Dataset entries:
○ ○ ○ ○ ○ ○ ○

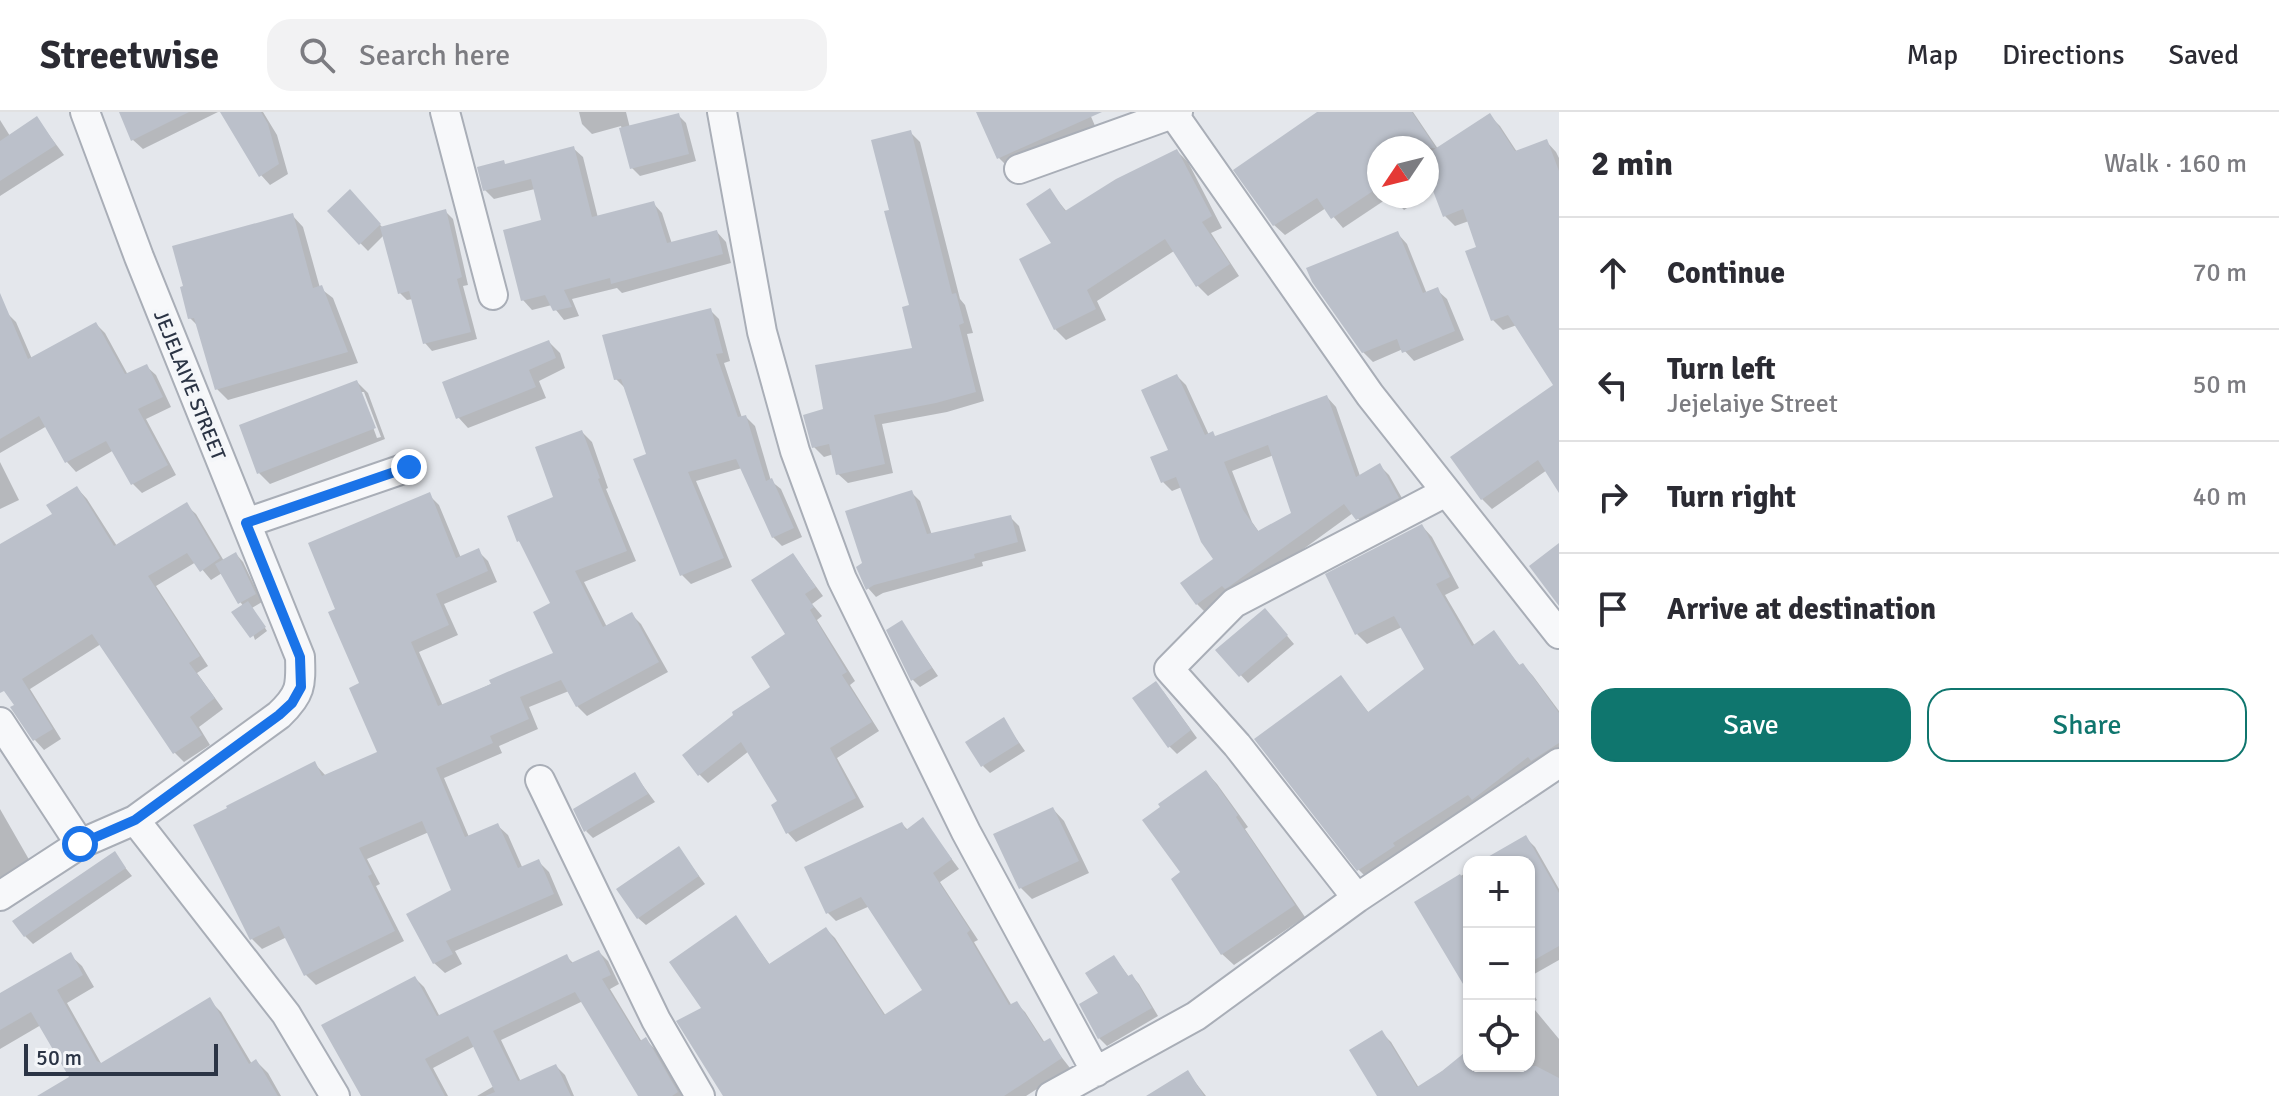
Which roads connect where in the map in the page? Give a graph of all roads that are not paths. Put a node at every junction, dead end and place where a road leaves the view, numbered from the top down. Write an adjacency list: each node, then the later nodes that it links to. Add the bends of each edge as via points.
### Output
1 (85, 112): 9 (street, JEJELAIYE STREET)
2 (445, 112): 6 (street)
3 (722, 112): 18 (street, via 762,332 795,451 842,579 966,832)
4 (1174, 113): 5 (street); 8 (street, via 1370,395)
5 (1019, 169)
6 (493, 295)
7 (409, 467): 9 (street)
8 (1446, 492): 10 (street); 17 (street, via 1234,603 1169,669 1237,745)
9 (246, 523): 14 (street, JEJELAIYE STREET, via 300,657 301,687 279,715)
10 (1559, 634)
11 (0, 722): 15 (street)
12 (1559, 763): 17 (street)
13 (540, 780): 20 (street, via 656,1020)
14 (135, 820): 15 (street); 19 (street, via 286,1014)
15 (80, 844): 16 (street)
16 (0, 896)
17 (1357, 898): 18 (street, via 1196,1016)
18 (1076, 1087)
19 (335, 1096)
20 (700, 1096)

○ ○ ○ ○ ○ ○ ○

Assigned task ▸
Reproduce every record above exactly, but leave out the pictures.

Result below ▸
Which roads connect where in the map in the page? Give a graph of all roads that are not paths. Put a node at every junction, dead end and place where a road leaves the view, numbered from the top down. Write an adjacency list: each node, then the later nodes that it links to. Add the bends of each edge as via points.
### Output
1 (85, 112): 9 (street, JEJELAIYE STREET)
2 (445, 112): 6 (street)
3 (722, 112): 18 (street, via 762,332 795,451 842,579 966,832)
4 (1174, 113): 5 (street); 8 (street, via 1370,395)
5 (1019, 169)
6 (493, 295)
7 (409, 467): 9 (street)
8 (1446, 492): 10 (street); 17 (street, via 1234,603 1169,669 1237,745)
9 (246, 523): 14 (street, JEJELAIYE STREET, via 300,657 301,687 279,715)
10 (1559, 634)
11 (0, 722): 15 (street)
12 (1559, 763): 17 (street)
13 (540, 780): 20 (street, via 656,1020)
14 (135, 820): 15 (street); 19 (street, via 286,1014)
15 (80, 844): 16 (street)
16 (0, 896)
17 (1357, 898): 18 (street, via 1196,1016)
18 (1076, 1087)
19 (335, 1096)
20 (700, 1096)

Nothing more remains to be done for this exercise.